We haven't done much this weekend. Yesterday was a real energy trough for me - it was raining, and gloomy, and I was tired, so I lazed on the couch for most of the day and then felt guilty about it. I'm not looking forward to winter, although it has its good points, because that's when depression tends to rear its ugly head. It's amazing how much my mood is affected by the weather. I think it has been excellent timing, writing the first draft in summer. Winter is a good time to do all that nitty-gritty editing and rewriting stuff, but I think creating from scratch would be a bit of a slog while my energy and mood levels were so low.

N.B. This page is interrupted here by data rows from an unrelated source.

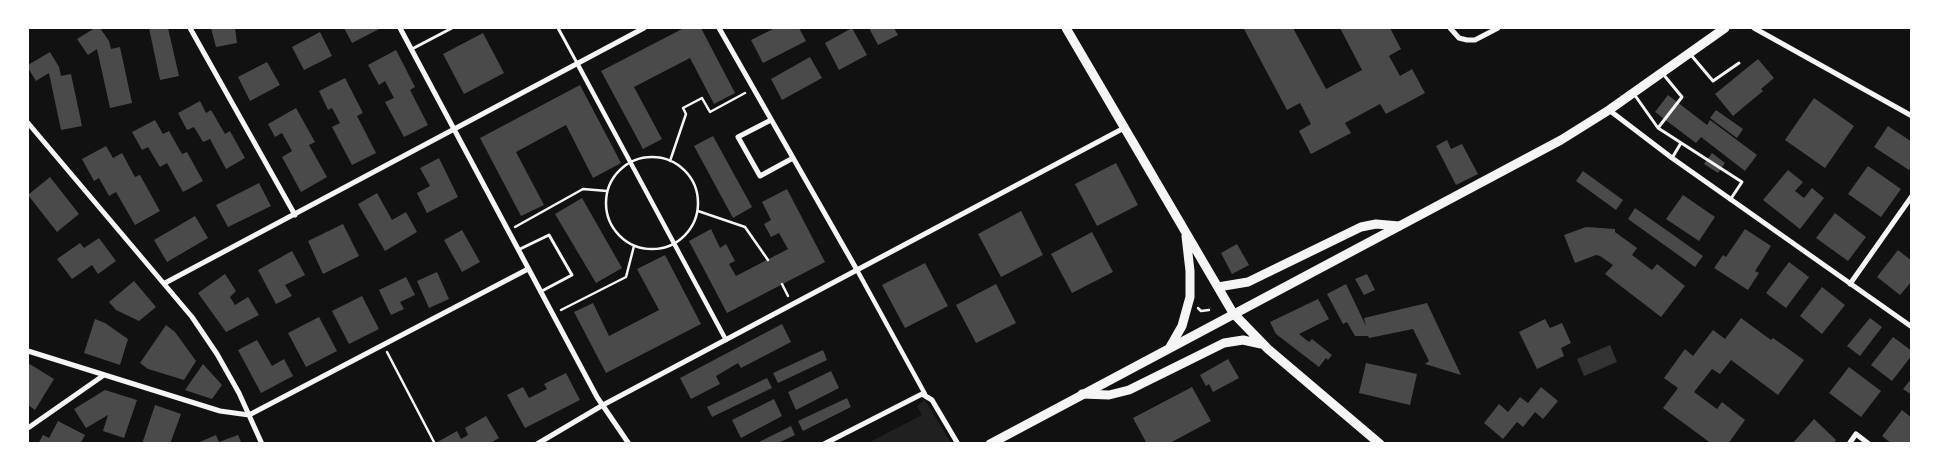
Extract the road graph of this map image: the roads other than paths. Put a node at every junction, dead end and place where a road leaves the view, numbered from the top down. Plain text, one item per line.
1 (190, 28) edge
2 (400, 28) edge
3 (452, 28) edge
4 (558, 28) edge
5 (644, 28) edge
6 (719, 28) edge
7 (1066, 28) edge
8 (1450, 28) edge
9 (1498, 28) edge
10 (1725, 28) edge
11 (1754, 28) edge
12 (411, 49) junction
13 (1690, 54) junction
14 (577, 63) junction
15 (1739, 64) dead end
16 (1663, 73) junction
17 (1633, 93) junction
18 (1609, 110) junction
19 (1912, 116) edge
20 (771, 120) junction
21 (28, 123) edge
22 (455, 128) junction
23 (1124, 128) junction
24 (1658, 128) junction
25 (1682, 143) junction
26 (793, 158) junction
27 (1672, 158) junction
28 (1912, 196) edge
29 (1730, 200) junction
30 (296, 215) junction
31 (1399, 226) junction
32 (1185, 233) junction
33 (517, 250) junction
34 (528, 269) junction
35 (857, 270) junction
36 (165, 283) junction
37 (1850, 284) junction
38 (1218, 287) junction
39 (540, 292) junction
40 (1233, 313) junction
41 (1912, 327) edge
42 (726, 340) junction
43 (1264, 345) junction
44 (1170, 347) junction
45 (28, 351) edge
46 (104, 375) junction
47 (925, 394) junction
48 (1082, 394) junction
49 (604, 405) junction
50 (249, 415) junction
51 (28, 428) edge
52 (262, 444) edge
53 (537, 444) edge
54 (629, 444) edge
55 (824, 444) edge
56 (958, 444) edge
57 (990, 444) edge
58 (1380, 444) edge
59 (1849, 444) edge
60 (1869, 444) edge

1 - 30 street
2 - 12 street
3 - 12 lane
4 - 14 lane
5 - 14 street
6 - 20 street
7 - 23 street
8 - 9 street
10 - 13 street
11 - 19 street
12 - 22 street
13 - 15 lane
13 - 16 street
14 - 22 street
14 - 42 street
16 - 17 street
16 - 24 lane
17 - 18 street
17 - 24 lane
18 - 27 street
18 - 31 street
20 - 26 street
20 - 26 street
21 - 36 street
22 - 30 street
22 - 33 street
23 - 32 street
23 - 35 street
24 - 25 lane
25 - 27 lane
25 - 29 lane
26 - 35 street
27 - 29 street
28 - 37 street
29 - 37 street
30 - 36 street
31 - 38 street
31 - 40 street
32 - 38 street
32 - 44 street
33 - 34 street
33 - 39 lane
34 - 39 street
34 - 50 street
35 - 42 street
35 - 47 street
36 - 50 street
37 - 41 street
38 - 40 street
39 - 49 street
40 - 43 street
40 - 44 street
42 - 49 street
43 - 48 street
43 - 58 street
44 - 48 street
45 - 46 street
46 - 50 street
46 - 51 street
47 - 55 street
47 - 56 street
48 - 57 street
49 - 53 street
49 - 54 street
50 - 52 street
59 - 60 street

One thing I forgot to mention after my meeting with my advisor the other day is that I confessed my complete lack of talent for coming up with good titles for my books. On the computer, they are all saved under names like "Book 1", "Book 2", "Other Book". The current one is actually saved as "Chapter 1" because I intended to save out all the chapters as separate documents, but that didn't happen (stupid idea, actually, until I come to the editing. It needs to be one solid mass of text while it's in a state of flux). So, my advisor has promised to keep his eyes open for good phrases or images that would make a snappy title. I really need the help.